— WHAT IS BEING ASKED —
Restate, word for word, each entry that follows, but skip its pictures.

(Saved data entries)
********************

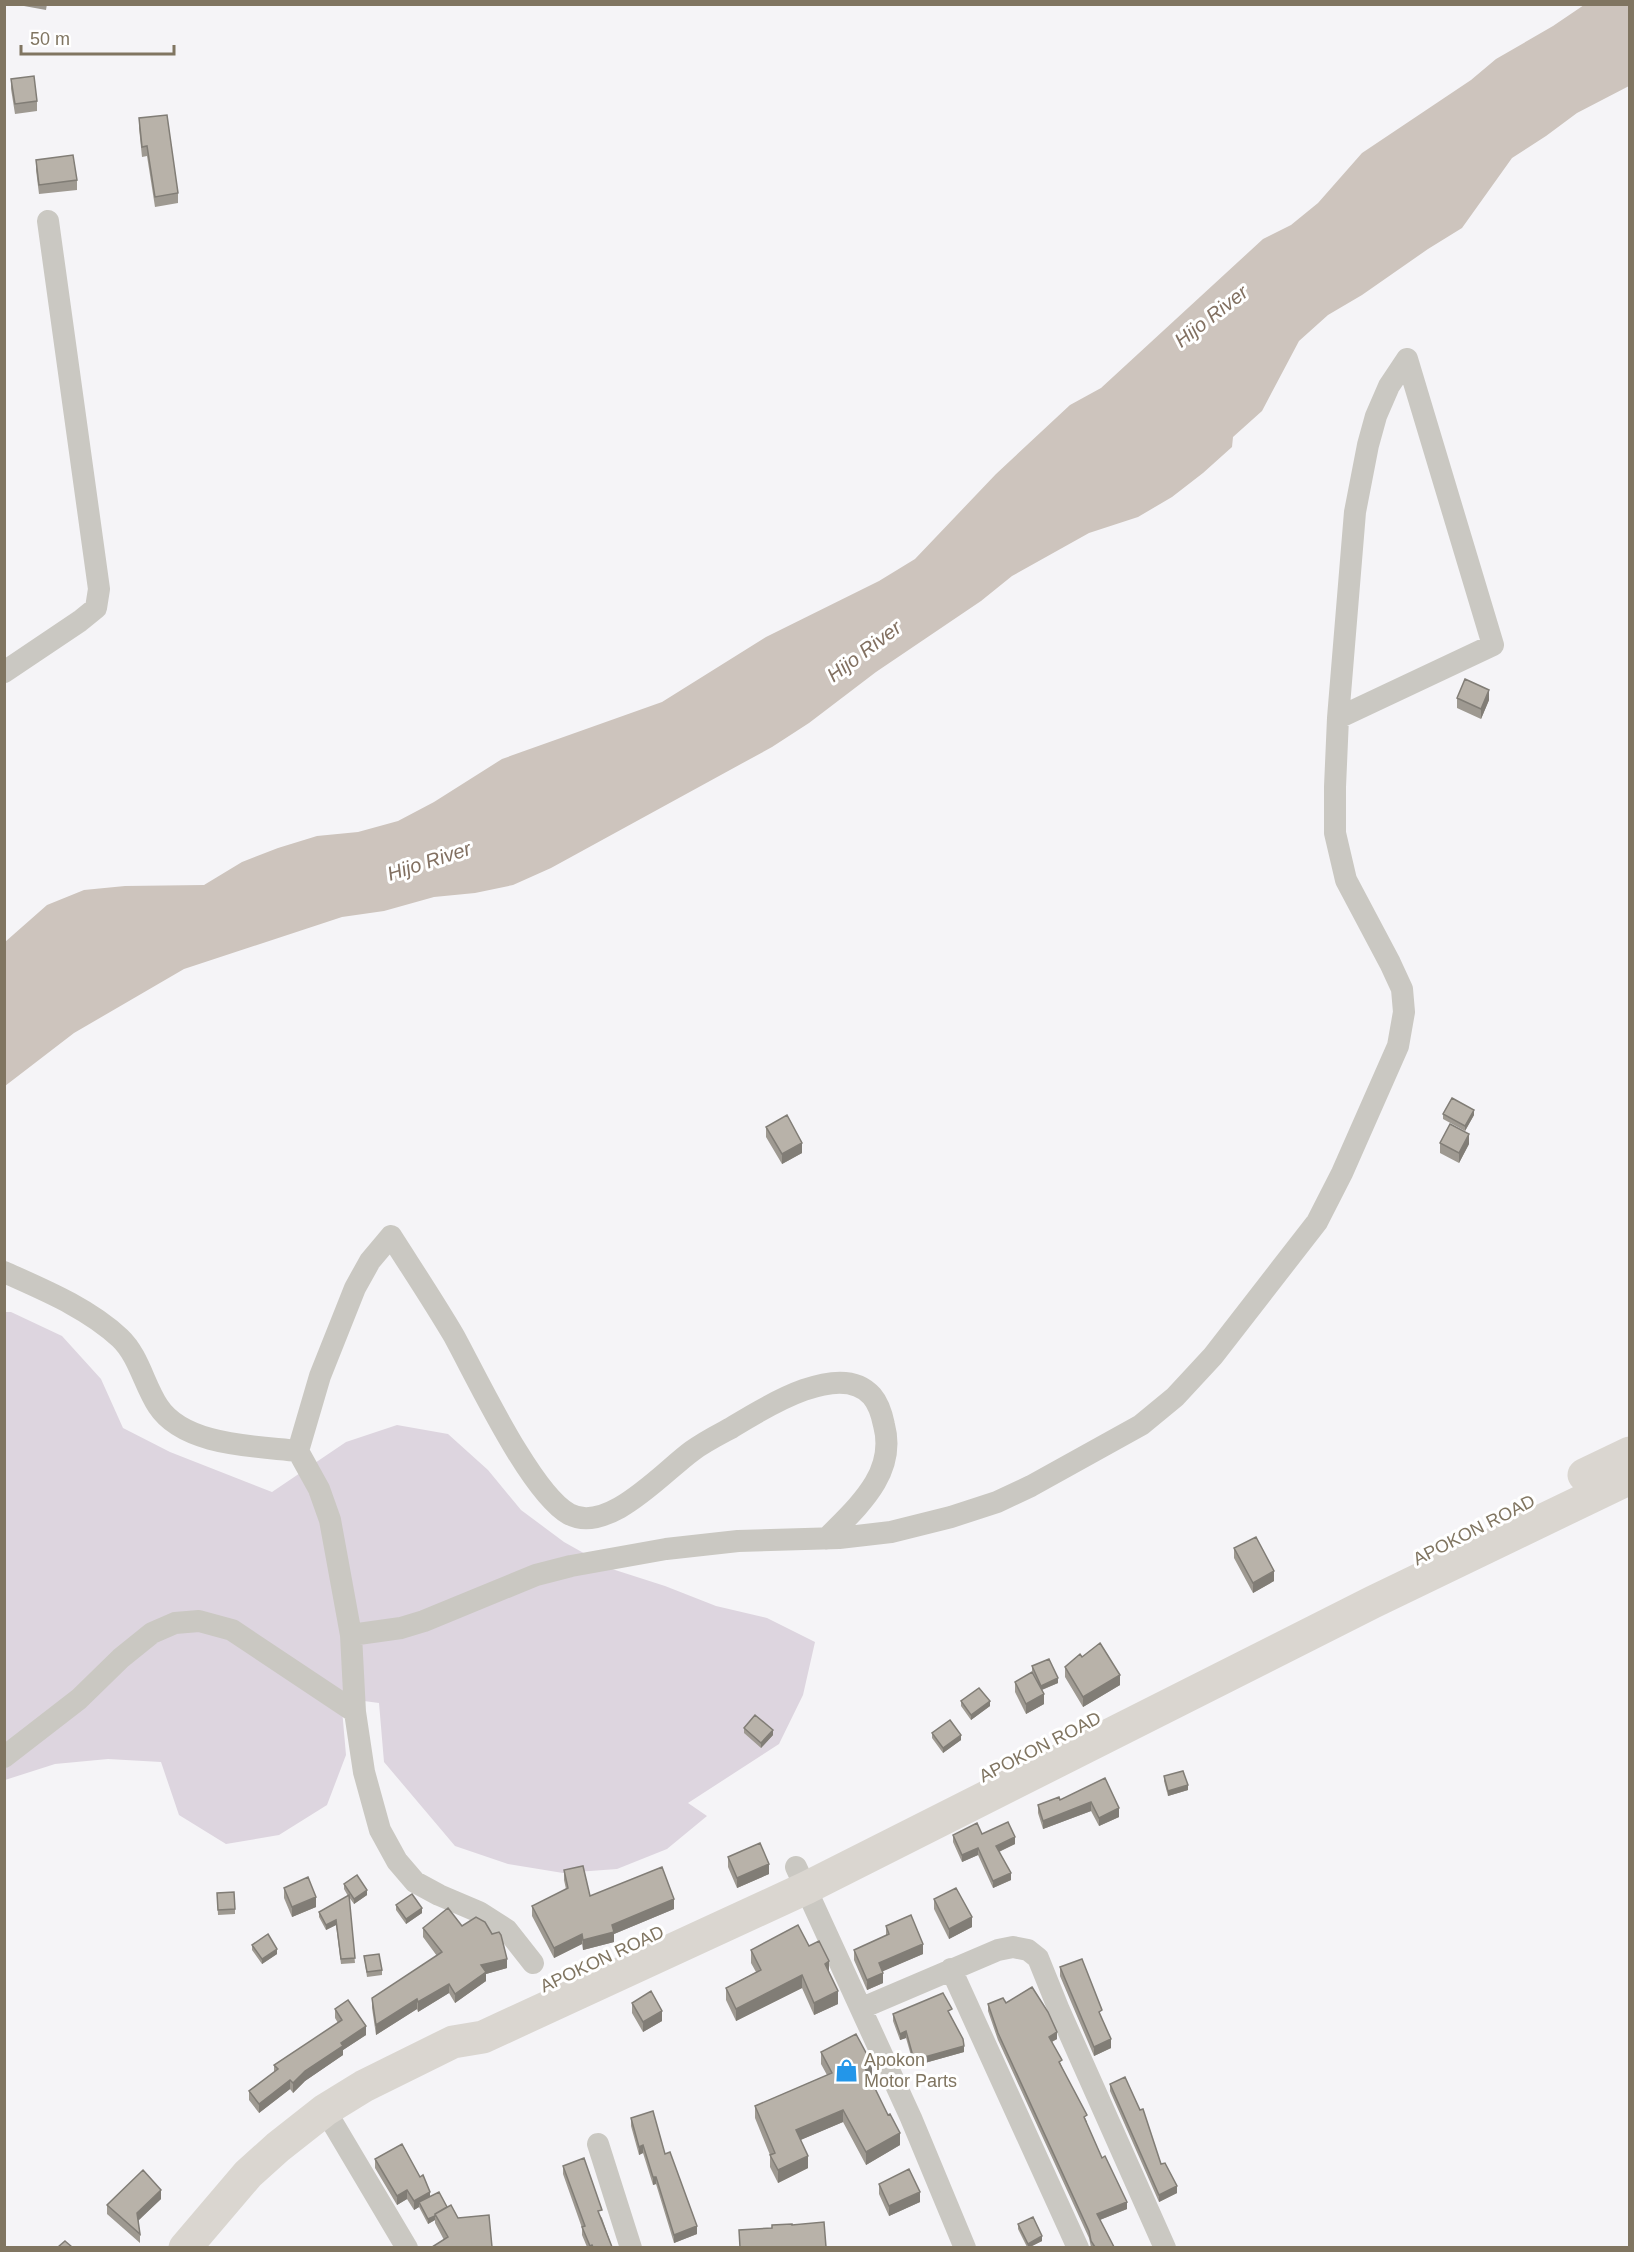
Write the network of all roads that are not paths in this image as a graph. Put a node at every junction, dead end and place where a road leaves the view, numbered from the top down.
1 (48, 221) dead end
2 (4, 672) edge
3 (1338, 718) junction
4 (4, 1272) edge
5 (298, 1451) junction
6 (1629, 1454) edge
7 (1629, 1478) edge
8 (826, 1539) junction
9 (351, 1635) junction
10 (355, 1712) junction
11 (4, 1757) edge
12 (801, 1877) junction
13 (533, 1963) dead end
14 (951, 1970) junction
15 (862, 2008) junction
16 (325, 2109) junction
17 (598, 2144) dead end
18 (185, 2247) edge
19 (407, 2247) edge
20 (631, 2247) edge
21 (965, 2247) edge
22 (1078, 2247) edge
23 (1165, 2247) edge

1 - 2 street
3 - 3 street
3 - 8 street
4 - 5 street
5 - 8 street
5 - 9 street
6 - 12 highway, APOKON ROAD
7 - 12 highway, APOKON ROAD
8 - 9 street
9 - 10 street
10 - 11 street
10 - 13 street
12 - 15 street
12 - 16 highway, APOKON ROAD
14 - 15 street
14 - 22 street
14 - 23 street
15 - 21 street
16 - 18 highway, APOKON ROAD
16 - 19 street
17 - 20 street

********************

— RESULT OF THE EXERCISE —
Write the network of all roads that are not paths in this image as a graph. Put a node at every junction, dead end and place where a road leaves the view, numbered from the top down.
1 (48, 221) dead end
2 (4, 672) edge
3 (1338, 718) junction
4 (4, 1272) edge
5 (298, 1451) junction
6 (1629, 1454) edge
7 (1629, 1478) edge
8 (826, 1539) junction
9 (351, 1635) junction
10 (355, 1712) junction
11 (4, 1757) edge
12 (801, 1877) junction
13 (533, 1963) dead end
14 (951, 1970) junction
15 (862, 2008) junction
16 (325, 2109) junction
17 (598, 2144) dead end
18 (185, 2247) edge
19 (407, 2247) edge
20 (631, 2247) edge
21 (965, 2247) edge
22 (1078, 2247) edge
23 (1165, 2247) edge

1 - 2 street
3 - 3 street
3 - 8 street
4 - 5 street
5 - 8 street
5 - 9 street
6 - 12 highway, APOKON ROAD
7 - 12 highway, APOKON ROAD
8 - 9 street
9 - 10 street
10 - 11 street
10 - 13 street
12 - 15 street
12 - 16 highway, APOKON ROAD
14 - 15 street
14 - 22 street
14 - 23 street
15 - 21 street
16 - 18 highway, APOKON ROAD
16 - 19 street
17 - 20 street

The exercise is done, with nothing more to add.